Work required => This exercise calls for copying every line below that holds the word "road".

Supplied data =>
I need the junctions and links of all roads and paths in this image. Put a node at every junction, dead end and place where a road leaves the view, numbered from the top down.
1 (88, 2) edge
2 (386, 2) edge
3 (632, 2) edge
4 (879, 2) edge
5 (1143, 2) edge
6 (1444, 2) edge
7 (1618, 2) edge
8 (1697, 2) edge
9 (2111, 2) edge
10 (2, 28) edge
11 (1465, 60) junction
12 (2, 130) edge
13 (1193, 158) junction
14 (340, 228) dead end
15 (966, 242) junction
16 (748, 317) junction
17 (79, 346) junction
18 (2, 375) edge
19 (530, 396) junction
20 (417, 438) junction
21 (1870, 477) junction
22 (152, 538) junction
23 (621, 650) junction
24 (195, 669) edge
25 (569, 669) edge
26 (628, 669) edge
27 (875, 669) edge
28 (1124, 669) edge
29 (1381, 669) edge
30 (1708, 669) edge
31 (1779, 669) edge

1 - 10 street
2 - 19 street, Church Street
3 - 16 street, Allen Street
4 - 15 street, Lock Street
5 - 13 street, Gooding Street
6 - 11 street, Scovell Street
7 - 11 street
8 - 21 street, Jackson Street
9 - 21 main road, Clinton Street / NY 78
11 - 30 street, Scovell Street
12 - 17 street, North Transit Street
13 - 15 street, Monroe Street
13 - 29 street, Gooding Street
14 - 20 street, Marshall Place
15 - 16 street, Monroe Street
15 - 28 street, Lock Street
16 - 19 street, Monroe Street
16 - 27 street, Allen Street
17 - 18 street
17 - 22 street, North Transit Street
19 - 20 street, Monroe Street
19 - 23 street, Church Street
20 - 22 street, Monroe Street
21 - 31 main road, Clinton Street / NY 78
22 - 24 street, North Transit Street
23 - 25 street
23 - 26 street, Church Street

Written reply =>
I need the junctions and links of all roads and paths in this image. Put a node at every junction, dead end and place where a road leaves the view, numbered from the top down.
9 - 21 main road, Clinton Street / NY 78
21 - 31 main road, Clinton Street / NY 78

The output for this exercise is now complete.